Com'era prevedibile, Harlock aveva tranquillamente ignorato il dress-code della serata! Bussò alla porta di Kei fresco di doccia e di barba, ma vestito come al solito. Restò a bocca aperta quando Kei gli comparve davanti con l'abito che aveva scelto, che esaltava la sua figura longilinea: lungo e azzurro, con un piccolo spacco laterale e una scollatura appena accennata. Aveva i capelli raccolti e un filo di trucco.
“Sei bellissima!” non poté fare a meno di esclamare, sinceramente ammirato.
Kei arrossì di piacere... forse era davvero il caso di sorprenderlo più spesso.
“E tu? Non sei stato omaggiato di abiti adeguati?”
“Io? Boh, sì, forse c'era qualcosa, ma non era di mio gusto!”
Le porse il braccio, spiazzandola ancora di più, lui che in pubblico non si lasciava mai andare a gesti del genere.
Lungo il corridoio, seguendo una specie di maggiordomo che li scortava verso la sala del banchetto, si unirono a loro gli altri compagni, tutti agghindati per l'occasione. Raflesia, Ipazia, Meeme e Clarice non erano da meno, quanto a eleganza.
“Lei e io saremo gli uomini più invidiati della serata, capitano” lo apostrofò il dottor Werner, indicando le cinque affascinanti signore che li accompagnavano.
“Sì, lo credo anch'io” rispose Harlock, a cui non era sfuggito lo sguardo di ammirazione del professore rivolto a Clarice.
Il banchetto si rivelò una cena abbastanza ristretta, con non più di una trentina di partecipanti oltre a loro, per lo più ministri e consiglieri della regina.

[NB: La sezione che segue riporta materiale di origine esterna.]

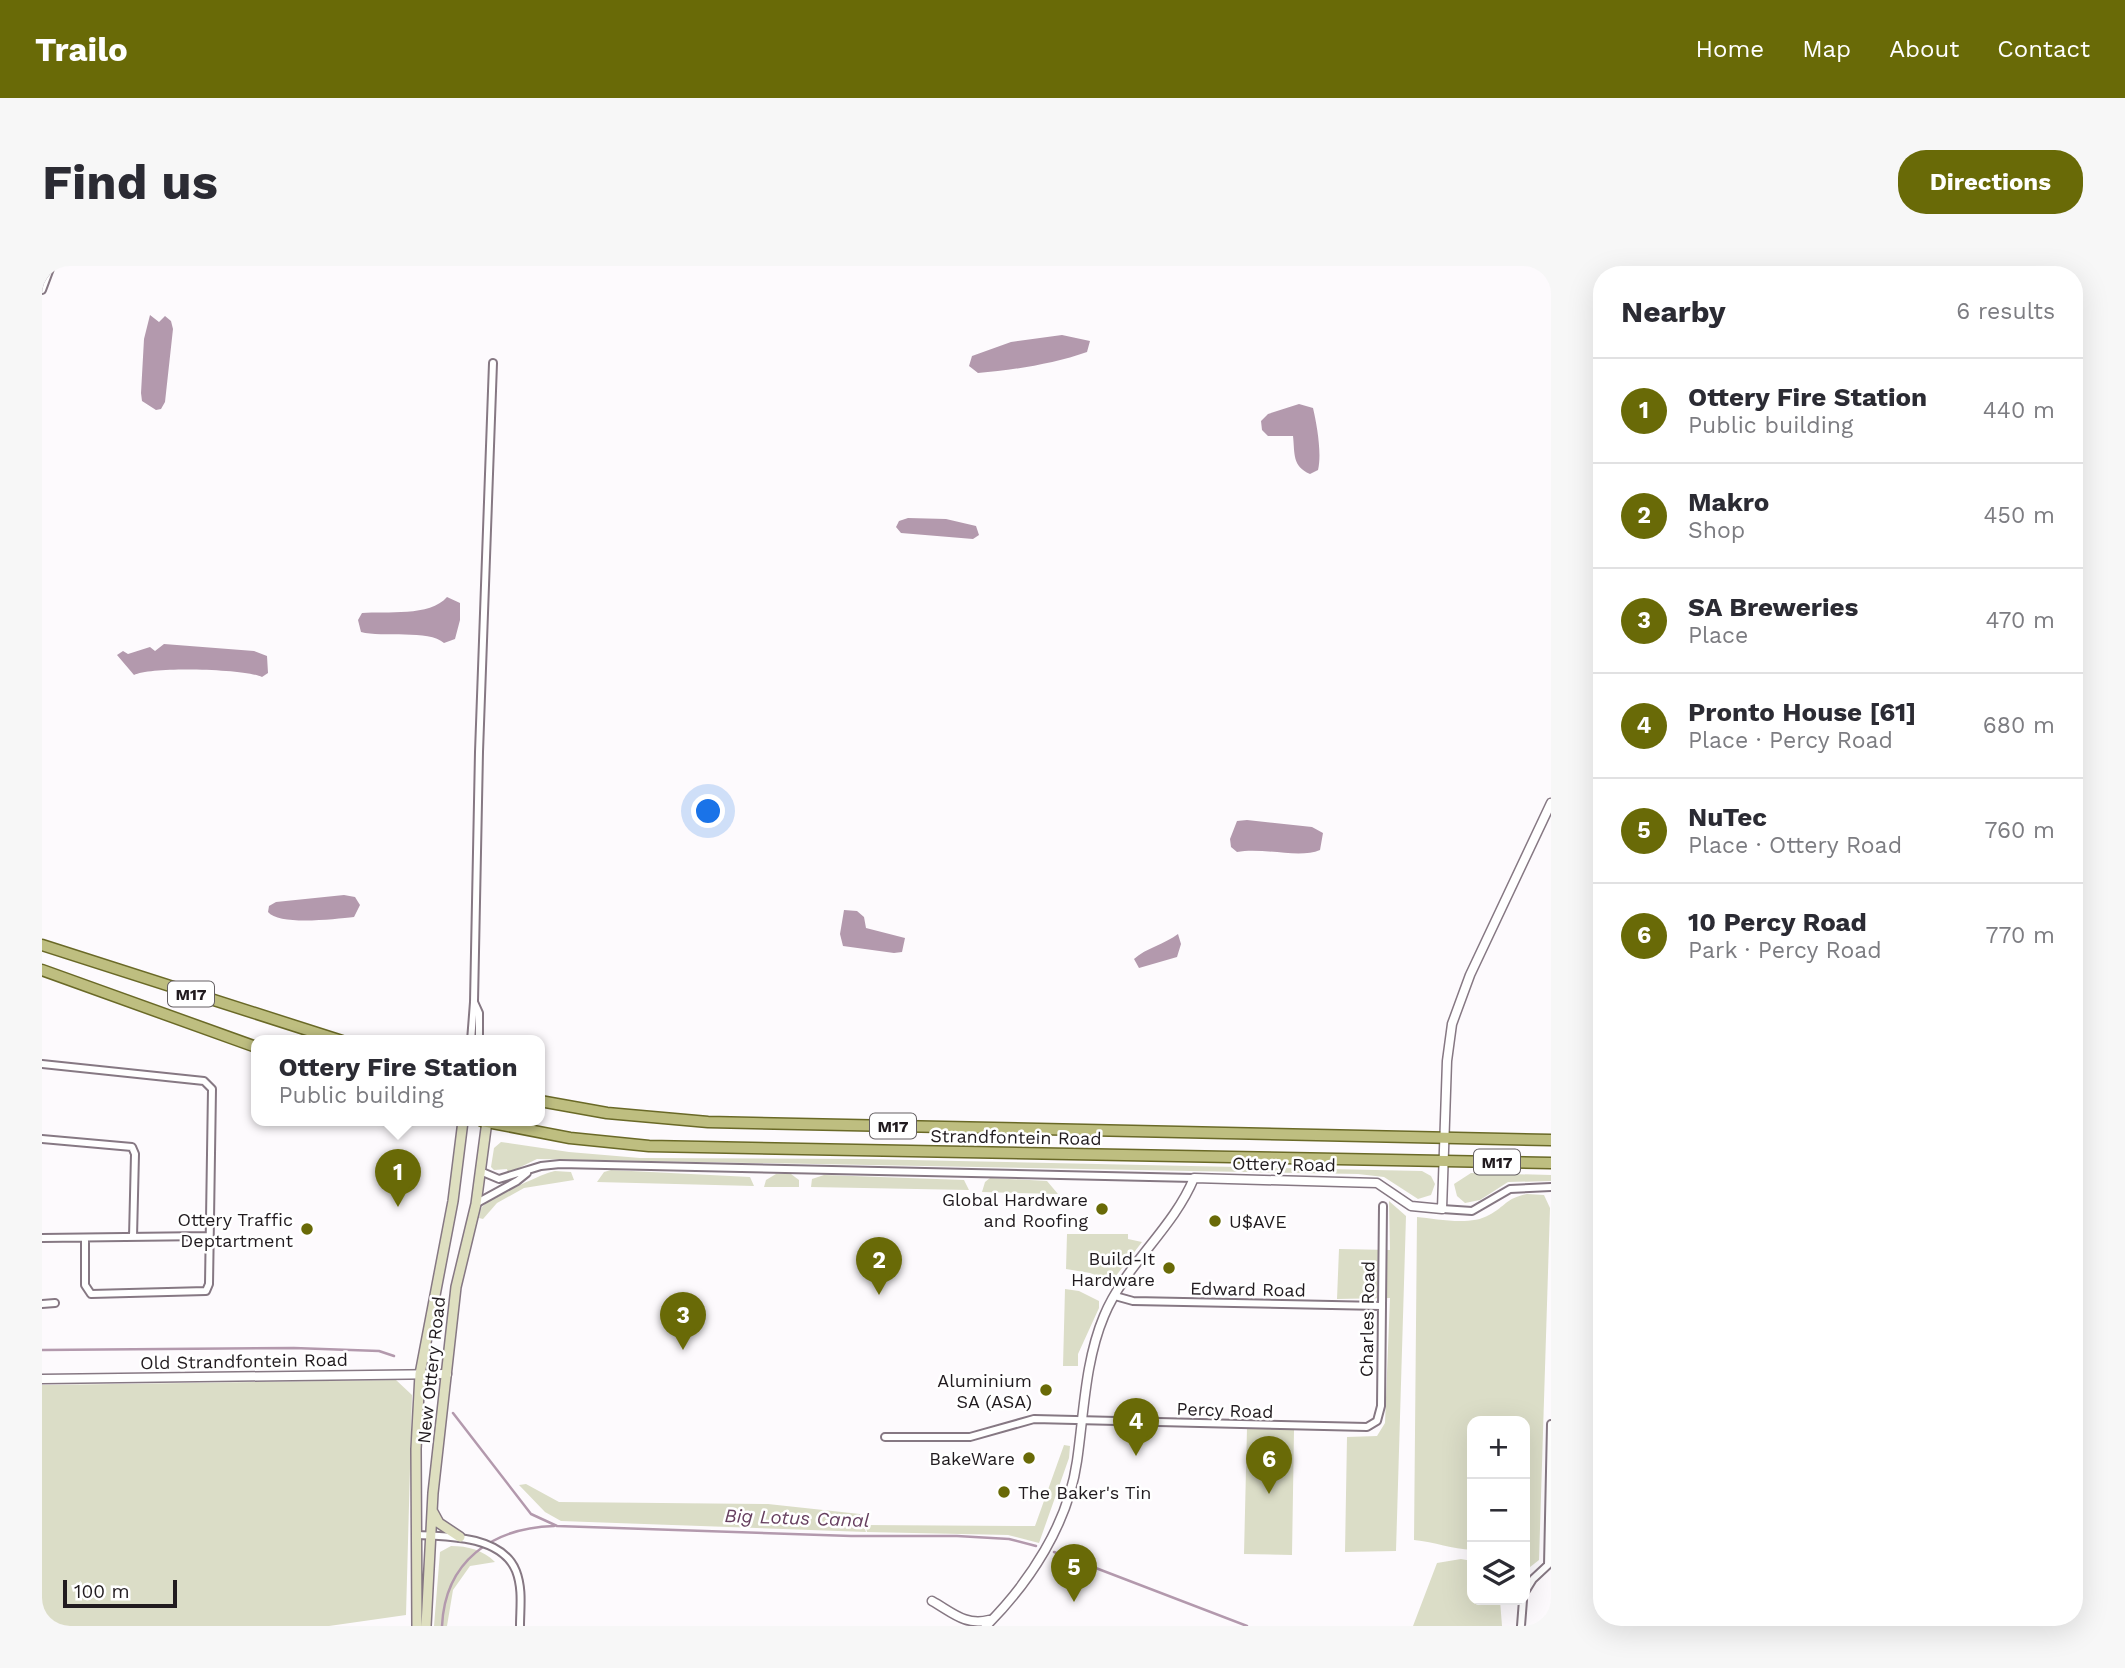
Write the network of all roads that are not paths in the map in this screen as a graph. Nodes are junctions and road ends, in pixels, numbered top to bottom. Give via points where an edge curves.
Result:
1 (51, 266) edge
2 (42, 290) edge
3 (493, 362) dead end
4 (1551, 803) edge
5 (42, 945) edge
6 (42, 970) edge
7 (474, 1002) junction
8 (323, 1035) edge
9 (471, 1035) edge
10 (479, 1035) edge
11 (251, 1045) edge
12 (42, 1064) edge
13 (545, 1102) edge
14 (462, 1126) edge
15 (485, 1126) edge
16 (506, 1126) edge
17 (1445, 1136) junction
18 (42, 1139) edge
19 (1551, 1140) edge
20 (1444, 1161) junction
21 (1551, 1163) edge
22 (480, 1171) junction
23 (528, 1171) junction
24 (1194, 1178) junction
25 (1551, 1187) edge
26 (476, 1204) junction
27 (1383, 1206) dead end
28 (1442, 1209) junction
29 (208, 1236) junction
30 (133, 1237) junction
31 (42, 1238) edge
32 (85, 1238) junction
33 (1115, 1296) junction
34 (55, 1303) dead end
35 (42, 1304) edge
36 (1381, 1306) junction
37 (420, 1374) junction
38 (447, 1374) junction
39 (42, 1379) edge
40 (1083, 1420) junction
41 (1551, 1424) edge
42 (1367, 1427) joint
43 (885, 1437) dead end
44 (1550, 1478) edge
45 (432, 1511) junction
46 (418, 1535) junction
47 (430, 1535) junction
48 (460, 1537) junction
49 (1549, 1565) edge
50 (1530, 1583) edge
51 (932, 1601) dead end
52 (1523, 1605) edge
53 (995, 1617) junction
54 (417, 1626) edge
55 (426, 1626) edge
56 (520, 1626) edge
57 (986, 1626) edge
58 (1521, 1626) edge

1 - 2 street
3 - 7 street
4 - 17 street via 1457,1005 1448,1046
5 - 8 main road, M17
6 - 11 main road, M17
7 - 9 street
7 - 10 street
12 - 29 street via 208,1082 212,1096
13 - 17 main road, Strandfontein Road / M17 via 708,1122
14 - 37 main road, New Ottery Road
15 - 22 main road, New Ottery Road
16 - 20 main road, Strandfontein Road / M17 via 649,1146
17 - 19 main road, Strandfontein Road / M17
17 - 20 street
18 - 30 street via 132,1147
20 - 21 main road, Strandfontein Road / M17
20 - 28 street
22 - 23 street, Strandfontein Road via 499,1180
22 - 26 main road, New Ottery Road
23 - 24 street, Strandfontein Road via 560,1164
23 - 26 street, Strandfontein Road
24 - 28 street, Ottery Road via 1377,1183 1411,1206
24 - 33 street
25 - 28 street via 1510,1189 1481,1209
26 - 38 main road, New Ottery Road via 460,1262
27 - 36 street, Charles Road
29 - 30 street
29 - 32 street via 208,1288 202,1293 169,1294 91,1294 85,1285
30 - 32 street
31 - 32 street
33 - 36 street, Edward Road via 1133,1301
33 - 40 street via 1093,1349
34 - 35 street
36 - 42 street, Charles Road via 1381,1406 1377,1421
37 - 38 street, Old Strandfontein Road
37 - 39 street, Old Strandfontein Road
37 - 46 main road, New Ottery Road
38 - 45 main road, New Ottery Road
40 - 42 street, Percy Road
40 - 43 street, Percy Road via 1026,1419 970,1437
40 - 53 street via 1072,1482 1048,1542 1021,1587
41 - 44 street
44 - 49 street
45 - 47 main road, New Ottery Road
45 - 48 main road
46 - 47 street
46 - 54 main road, New Ottery Road
47 - 48 street
47 - 55 main road, New Ottery Road
48 - 56 street via 491,1548 515,1569 521,1592
49 - 50 street
51 - 53 street via 967,1623
52 - 58 street
53 - 57 street

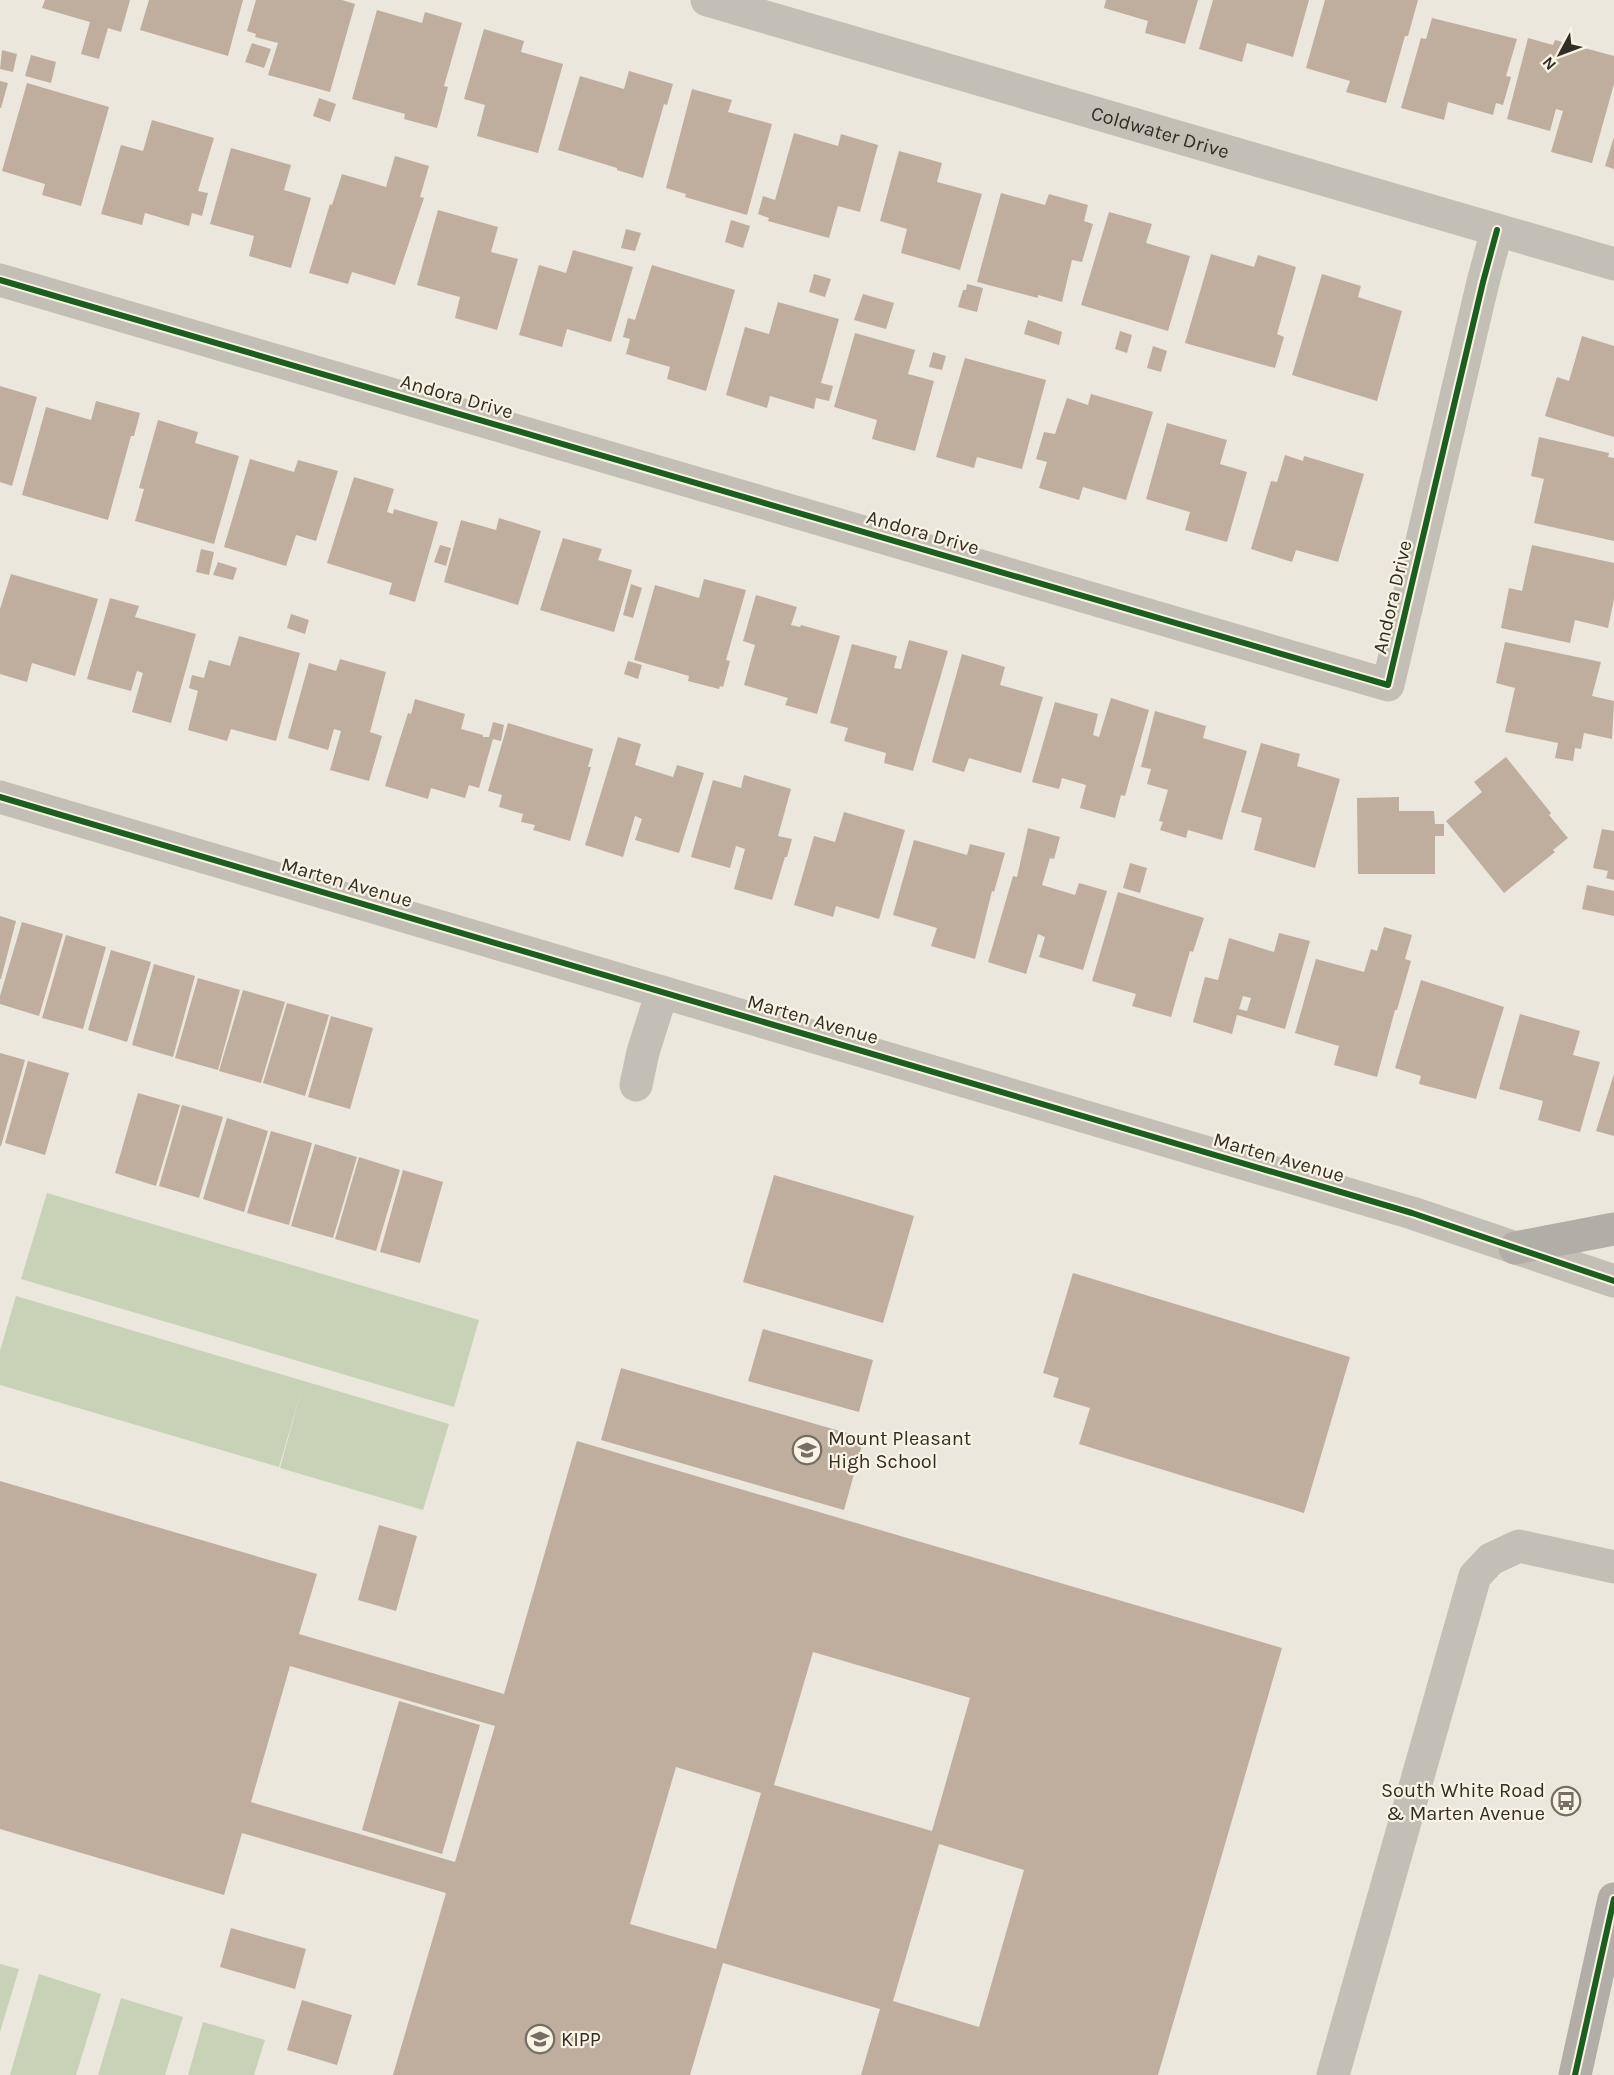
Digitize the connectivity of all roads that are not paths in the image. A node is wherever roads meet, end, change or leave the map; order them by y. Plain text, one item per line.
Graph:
1 (707, 0) edge
2 (1497, 230) junction
3 (1614, 264) edge
4 (0, 280) edge
5 (0, 797) edge
6 (662, 992) junction
7 (636, 1085) dead end
8 (1614, 1229) edge
9 (1515, 1248) junction
10 (1614, 1281) edge
11 (1614, 1567) edge
12 (1614, 1899) edge
13 (1333, 2075) edge
14 (1575, 2075) edge

1 - 2 street, Coldwater Drive
2 - 3 street, Coldwater Drive
2 - 4 street, Andora Drive
5 - 6 street, Marten Avenue
6 - 7 street
6 - 9 street, Marten Avenue
8 - 9 main road
9 - 10 street, Marten Avenue
11 - 13 street
12 - 14 main road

Raflesia ebbe il posto d'onore, di fronte a Zenobia, a sottolineare il suo alto rango, pari a quello della sovrana di Fanauraa.
Superati i primi momenti di imbarazzo, la serata fu piacevole, ma soprattutto istruttiva, perché tutti gli invitati erano al corrente del motivo per cui gli ospiti si trovavano lì, e sia Raflesia che Harlock ne approfittarono per saperne di più sulla situazione del pianeta.
“Siete in grado di fare qualche previsione riguardo alla sopravvivenza di Fanauraa? - chiese il capitano - Insomma, sapete quanto tempo avete prima che diventi impossibile restare?”
“In realtà, no - rispose una donna piuttosto matura - L'andamento climatico è molto irregolare, come già sapete. Stiamo già razionando il più possibile i viveri e attuando un rigido programma di risparmio energetico, e questo ci darà qualche vantaggio, ma i nostri esperti stimano che ci possano restare ancora cinque anni, otto al massimo, se non cambia qualcosa. Ed è molto improbabile che accada, non in meglio.”
Harlock calcolò mentalmente che otto anni erano molto pochi, per organizzare un esodo di massa come quello che aveva affrontato Raflesia. La situazione era davvero difficile per quella gente.
Clarice e il dottor Werner furono invitati a illustrare ai convitati le loro teorie su Whare Koura, di cui intendevano discutere il giorno seguente con i loro colleghi. Le perfette corrispondenze tra il palazzo e Castel del Monte facevano ben sperare in un esito positivo.
Se i presenti avessero delle perplessità sulla faccenda, non le lasciarono trasparire. Probabilmente ne avevano già parlato a lungo con Zenobia, prima del loro arrivo su Fanauraa.
Concluso il banchetto, Zenobia comunicò a Clarice e Werner che l'appuntamento con gli studiosi era alle nove del mattino seguente, presso l'archivio storico del palazzo. Naturalmente, tutti loro avrebbero potuto partecipare all'incontro, se avessero voluto. Dopodiché, augurò ai presenti la buonanotte e si ritirò.
Anche loro cominciavano ad accusare una certa stanchezza e ognuno raggiunse la propria stanza. Harlock accompagnò Kei davanti alla sua camera, con tutta l'intenzione di seguirla all'interno. Ma la ragazza gli diede un bacio sulla guancia e gli sbatté la porta sul muso.
“Ehi, ma che modi!” protestò offeso e soprattutto meravigliato da quel comportamento.
Rimase alcuni secondi indeciso sul da farsi, combattuto tra la tentazione di insistere e quella di vendicarsi, andandosene a dormire per conto suo, quando la porta si spalancò di colpo e una mano gentile lo artigliò per il bavero del mantello.
“Dove credevi di andare tu?” chise Kei divertita, trascinandolo dentro e incollandogli subito le labbra sulle sue.

 




 

 

1 Bellezza, in lingua maori.

2 Casa dorata, sempre in lingua maori.

3 Anche nelle iscrizioni antiche, per esempio in latino e greco (tipo lapidi, stele funerarie ecc.), ma anche nei codici medievali), sono usate delle abbreviazioni, con delle regole ben precise.